(Items from a data source)

====

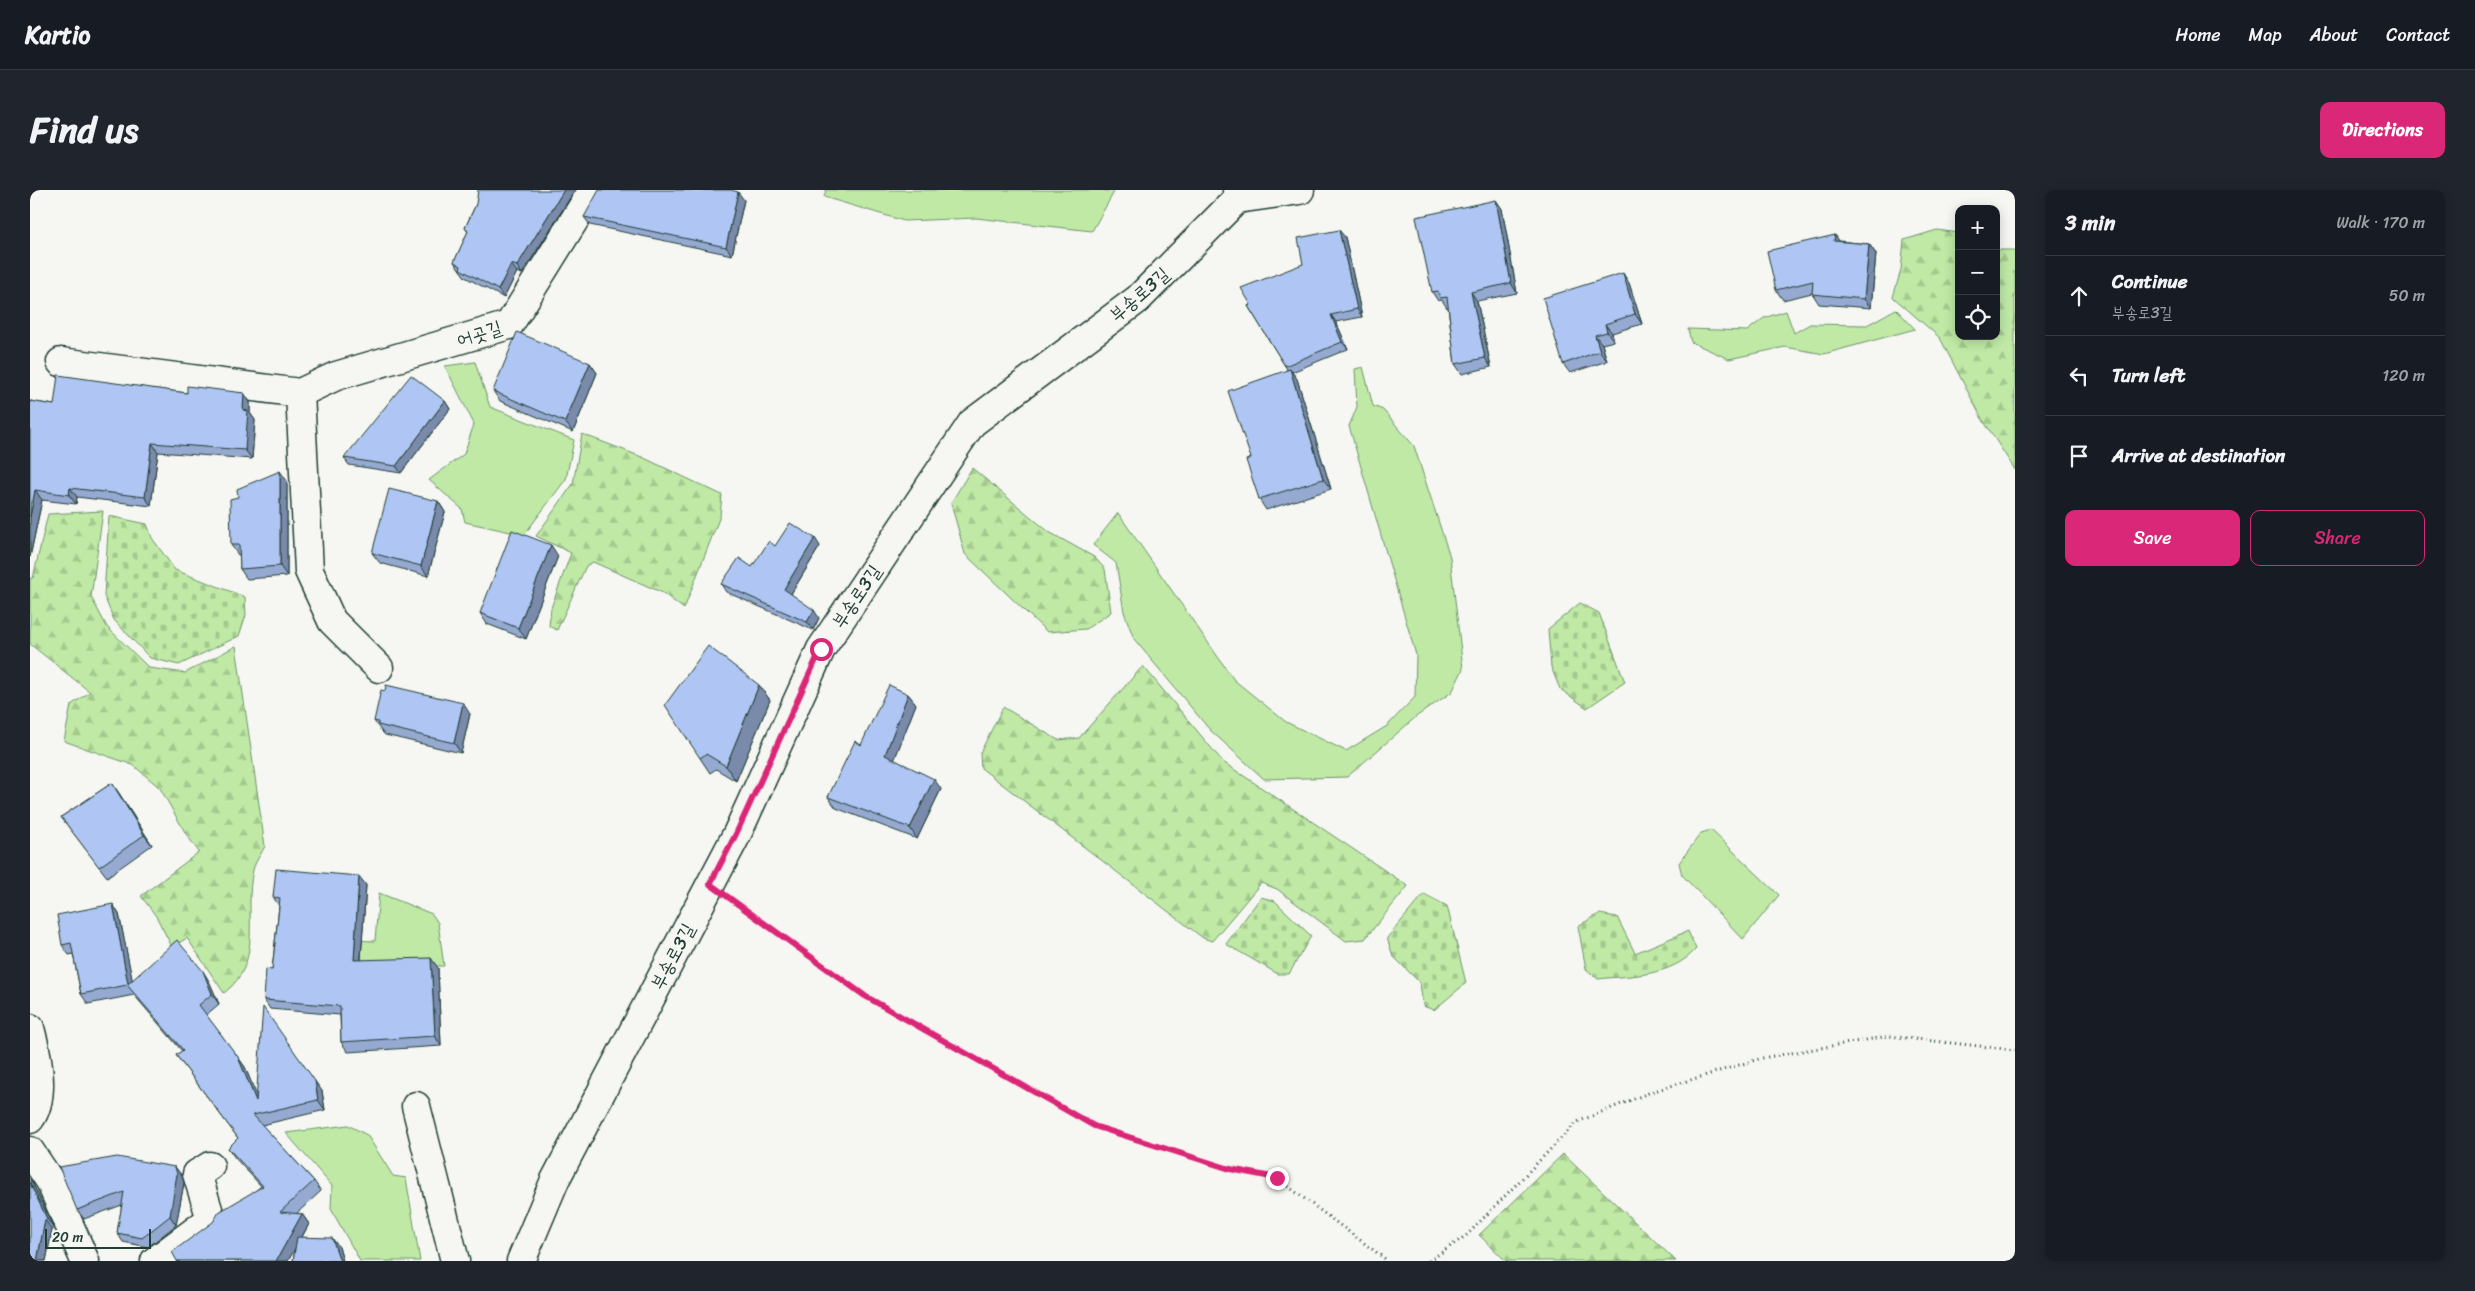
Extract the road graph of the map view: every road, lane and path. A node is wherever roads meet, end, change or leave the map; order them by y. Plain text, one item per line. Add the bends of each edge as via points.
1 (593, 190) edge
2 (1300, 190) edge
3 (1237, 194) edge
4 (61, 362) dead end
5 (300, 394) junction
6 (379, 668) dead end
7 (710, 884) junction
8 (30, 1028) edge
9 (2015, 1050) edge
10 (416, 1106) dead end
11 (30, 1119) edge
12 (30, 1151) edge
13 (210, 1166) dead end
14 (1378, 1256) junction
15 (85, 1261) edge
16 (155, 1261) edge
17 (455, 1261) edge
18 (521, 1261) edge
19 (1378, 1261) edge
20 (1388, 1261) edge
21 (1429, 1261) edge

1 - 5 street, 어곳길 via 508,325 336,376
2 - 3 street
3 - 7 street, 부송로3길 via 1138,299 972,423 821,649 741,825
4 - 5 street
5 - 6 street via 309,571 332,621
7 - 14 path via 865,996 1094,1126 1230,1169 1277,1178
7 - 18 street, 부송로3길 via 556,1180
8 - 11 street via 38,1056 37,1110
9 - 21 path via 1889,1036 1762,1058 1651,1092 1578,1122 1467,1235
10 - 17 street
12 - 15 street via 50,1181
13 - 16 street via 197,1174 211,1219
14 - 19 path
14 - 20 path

====

▸ **WORK TO COMPLETE**:
Repeat the entries exactly, pictures left out.

▸ **RESPONSE BOX**:
Extract the road graph of the map view: every road, lane and path. A node is wherever roads meet, end, change or leave the map; order them by y. Plain text, one item per line. Add the bends of each edge as via points.
1 (593, 190) edge
2 (1300, 190) edge
3 (1237, 194) edge
4 (61, 362) dead end
5 (300, 394) junction
6 (379, 668) dead end
7 (710, 884) junction
8 (30, 1028) edge
9 (2015, 1050) edge
10 (416, 1106) dead end
11 (30, 1119) edge
12 (30, 1151) edge
13 (210, 1166) dead end
14 (1378, 1256) junction
15 (85, 1261) edge
16 (155, 1261) edge
17 (455, 1261) edge
18 (521, 1261) edge
19 (1378, 1261) edge
20 (1388, 1261) edge
21 (1429, 1261) edge

1 - 5 street, 어곳길 via 508,325 336,376
2 - 3 street
3 - 7 street, 부송로3길 via 1138,299 972,423 821,649 741,825
4 - 5 street
5 - 6 street via 309,571 332,621
7 - 14 path via 865,996 1094,1126 1230,1169 1277,1178
7 - 18 street, 부송로3길 via 556,1180
8 - 11 street via 38,1056 37,1110
9 - 21 path via 1889,1036 1762,1058 1651,1092 1578,1122 1467,1235
10 - 17 street
12 - 15 street via 50,1181
13 - 16 street via 197,1174 211,1219
14 - 19 path
14 - 20 path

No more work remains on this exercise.